Overall, the integration of synthetic data into various research fields is already underway. To our knowledge, there has been no prior exploration of implementing the WGAN algorithm to generate “virtual patients” aimed at reducing the time and expenses associated with clinical studies and minimizing human exposure. Two recent studies [17,18] by our research group, highlighted the positive role of variational autoencoders in clinical and bioequivalence trials. This study expands these two previous works by using an alternative generative AI algorithm, the Wasserstein Generative Adversarial Networks.

5. Conclusions

In this study, a new approach aimed at reducing the requirement for large sample sizes in clinical trials is proposed. The new method involves training an artificial neural network, specifically a WGAN, on a limited dataset (the typical “sample” of clinical study) and then applying the WGAN to generate virtual subjects.
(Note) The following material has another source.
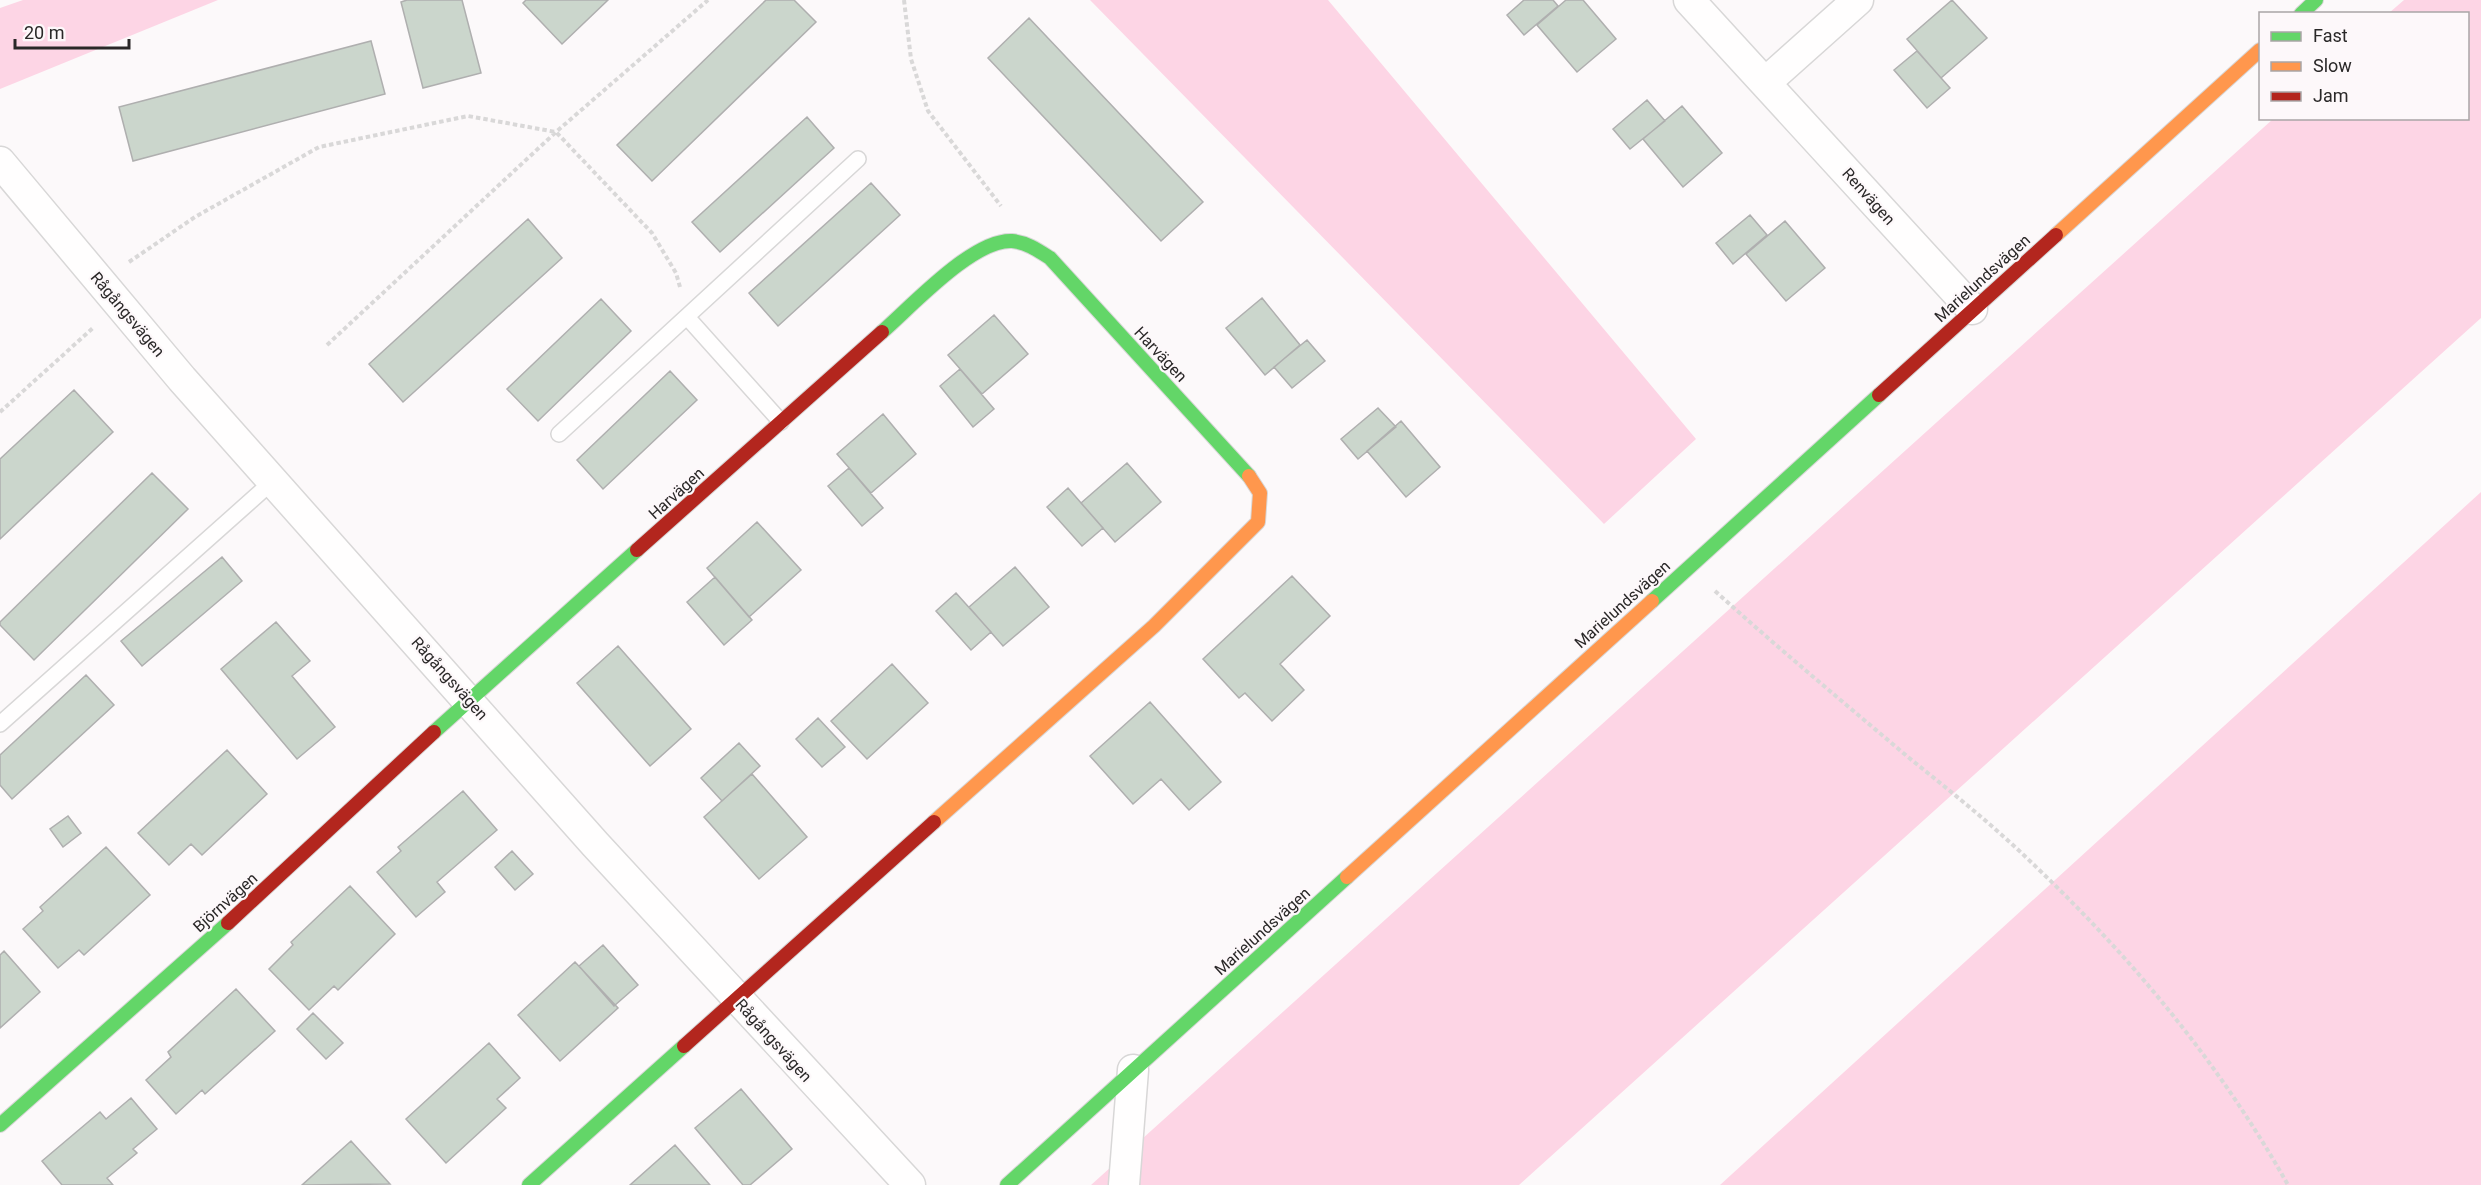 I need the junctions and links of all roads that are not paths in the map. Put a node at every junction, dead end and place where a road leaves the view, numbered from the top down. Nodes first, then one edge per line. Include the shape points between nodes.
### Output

To demonstrate the suitability of the WGAN-based approach, a new methodological procedure was also required to be established and applied. Monte Carlo simulations of clinical studies were conducted to compare the performance of the WGAN-generated virtual subjects (the “generated” dataset) against both the entire population (referred to as the “original” dataset) and a subset of it, known as the “sample”. The percent successes, as well as the similarity in the performance compared with the “original” population, were recorded. It was shown that only a small subset (the “sample”) of the true population can be utilized alongside WGANs to create a virtual population (the “generated” dataset), and the latter can lead to similar results as the entire population. Overall, this work aims to provide a potential solution to the challenges associated with small sample sizes and human exposure in clinical research.

Author Contributions

Conceptualization, V.D.K.; methodology, V.D.K.; software, A.N.; validation, A.N.; formal analysis, A.N.; investigation, A.N.; resources, V.D.K.; data curation, A.N.; writing—original draft preparation, A.N.; writing—review and editing, V.D.K.; visualization, A.N. and V.D.K.; supervision, V.D.K.; project administration, V.D.K. All authors have read and agreed to the published version of the manuscript.

Funding

This research received no external funding.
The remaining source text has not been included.